--- START ---

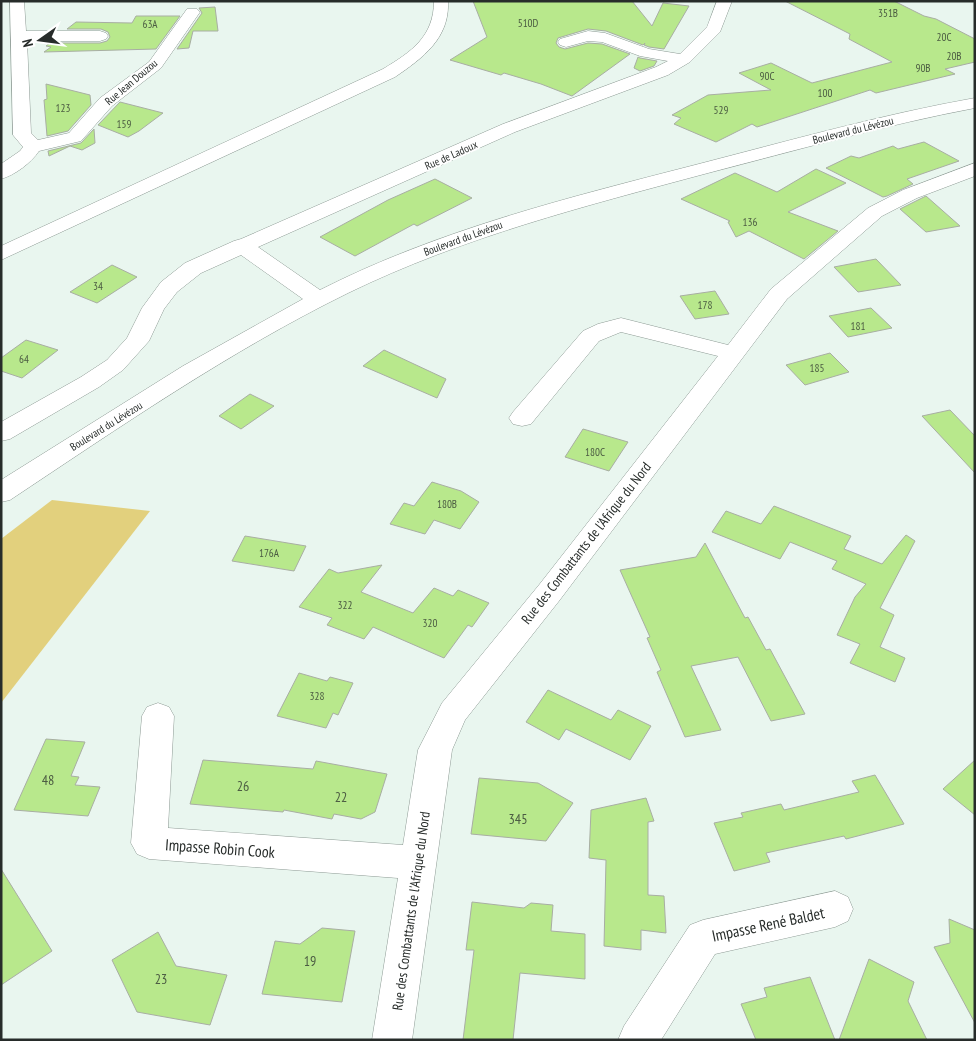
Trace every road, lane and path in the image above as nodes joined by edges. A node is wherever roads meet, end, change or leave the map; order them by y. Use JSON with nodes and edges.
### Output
{"nodes":[{"id":1,"x":17,"y":1,"type":"edge"},
{"id":2,"x":441,"y":1,"type":"edge"},
{"id":3,"x":725,"y":1,"type":"edge"},
{"id":4,"x":192,"y":12,"type":"dead end"},
{"id":5,"x":20,"y":36,"type":"junction"},
{"id":6,"x":100,"y":36,"type":"dead end"},
{"id":7,"x":566,"y":42,"type":"dead end"},
{"id":8,"x":684,"y":59,"type":"junction"},
{"id":9,"x":975,"y":103,"type":"edge"},
{"id":10,"x":32,"y":146,"type":"junction"},
{"id":11,"x":975,"y":169,"type":"edge"},
{"id":12,"x":1,"y":173,"type":"edge"},
{"id":13,"x":241,"y":245,"type":"junction"},
{"id":14,"x":1,"y":254,"type":"edge"},
{"id":15,"x":319,"y":300,"type":"junction"},
{"id":16,"x":733,"y":353,"type":"junction"},
{"id":17,"x":522,"y":418,"type":"dead end"},
{"id":18,"x":1,"y":433,"type":"edge"},
{"id":19,"x":1,"y":493,"type":"edge"},
{"id":20,"x":158,"y":716,"type":"dead end"},
{"id":21,"x":418,"y":863,"type":"junction"},
{"id":22,"x":835,"y":909,"type":"dead end"},
{"id":23,"x":392,"y":1040,"type":"edge"},
{"id":24,"x":638,"y":1040,"type":"edge"}],
"edges":[{"from":1,"to":5,"type":"street"},
{"from":2,"to":14,"type":"street"},
{"from":3,"to":8,"type":"street","name":"Rue de Ladoux"},
{"from":4,"to":10,"type":"street","name":"Rue Jean Douzou"},
{"from":5,"to":6,"type":"street"},
{"from":5,"to":10,"type":"street"},
{"from":7,"to":8,"type":"street"},
{"from":8,"to":13,"type":"street","name":"Rue de Ladoux"},
{"from":9,"to":15,"type":"street","name":"Boulevard du Lévézou"},
{"from":10,"to":12,"type":"street"},
{"from":11,"to":16,"type":"street","name":"Rue des Combattants de l'Afrique du Nord"},
{"from":13,"to":15,"type":"street"},
{"from":13,"to":18,"type":"street","name":"Rue de Ladoux"},
{"from":15,"to":19,"type":"street","name":"Boulevard du Lévézou"},
{"from":16,"to":17,"type":"street"},
{"from":16,"to":21,"type":"street","name":"Rue des Combattants de l'Afrique du Nord"},
{"from":20,"to":21,"type":"street","name":"Impasse Robin Cook"},
{"from":21,"to":23,"type":"street","name":"Rue des Combattants de l'Afrique du Nord"},
{"from":22,"to":24,"type":"street","name":"Impasse René Baldet"}]}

--- END ---

Task directions:
Reproduce the whole of the data, word for word, and omit its pictures.

Written solution:
Trace every road, lane and path in the image above as nodes joined by edges. A node is wherever roads meet, end, change or leave the map; order them by y. Use JSON with nodes and edges.
### Output
{"nodes":[{"id":1,"x":17,"y":1,"type":"edge"},
{"id":2,"x":441,"y":1,"type":"edge"},
{"id":3,"x":725,"y":1,"type":"edge"},
{"id":4,"x":192,"y":12,"type":"dead end"},
{"id":5,"x":20,"y":36,"type":"junction"},
{"id":6,"x":100,"y":36,"type":"dead end"},
{"id":7,"x":566,"y":42,"type":"dead end"},
{"id":8,"x":684,"y":59,"type":"junction"},
{"id":9,"x":975,"y":103,"type":"edge"},
{"id":10,"x":32,"y":146,"type":"junction"},
{"id":11,"x":975,"y":169,"type":"edge"},
{"id":12,"x":1,"y":173,"type":"edge"},
{"id":13,"x":241,"y":245,"type":"junction"},
{"id":14,"x":1,"y":254,"type":"edge"},
{"id":15,"x":319,"y":300,"type":"junction"},
{"id":16,"x":733,"y":353,"type":"junction"},
{"id":17,"x":522,"y":418,"type":"dead end"},
{"id":18,"x":1,"y":433,"type":"edge"},
{"id":19,"x":1,"y":493,"type":"edge"},
{"id":20,"x":158,"y":716,"type":"dead end"},
{"id":21,"x":418,"y":863,"type":"junction"},
{"id":22,"x":835,"y":909,"type":"dead end"},
{"id":23,"x":392,"y":1040,"type":"edge"},
{"id":24,"x":638,"y":1040,"type":"edge"}],
"edges":[{"from":1,"to":5,"type":"street"},
{"from":2,"to":14,"type":"street"},
{"from":3,"to":8,"type":"street","name":"Rue de Ladoux"},
{"from":4,"to":10,"type":"street","name":"Rue Jean Douzou"},
{"from":5,"to":6,"type":"street"},
{"from":5,"to":10,"type":"street"},
{"from":7,"to":8,"type":"street"},
{"from":8,"to":13,"type":"street","name":"Rue de Ladoux"},
{"from":9,"to":15,"type":"street","name":"Boulevard du Lévézou"},
{"from":10,"to":12,"type":"street"},
{"from":11,"to":16,"type":"street","name":"Rue des Combattants de l'Afrique du Nord"},
{"from":13,"to":15,"type":"street"},
{"from":13,"to":18,"type":"street","name":"Rue de Ladoux"},
{"from":15,"to":19,"type":"street","name":"Boulevard du Lévézou"},
{"from":16,"to":17,"type":"street"},
{"from":16,"to":21,"type":"street","name":"Rue des Combattants de l'Afrique du Nord"},
{"from":20,"to":21,"type":"street","name":"Impasse Robin Cook"},
{"from":21,"to":23,"type":"street","name":"Rue des Combattants de l'Afrique du Nord"},
{"from":22,"to":24,"type":"street","name":"Impasse René Baldet"}]}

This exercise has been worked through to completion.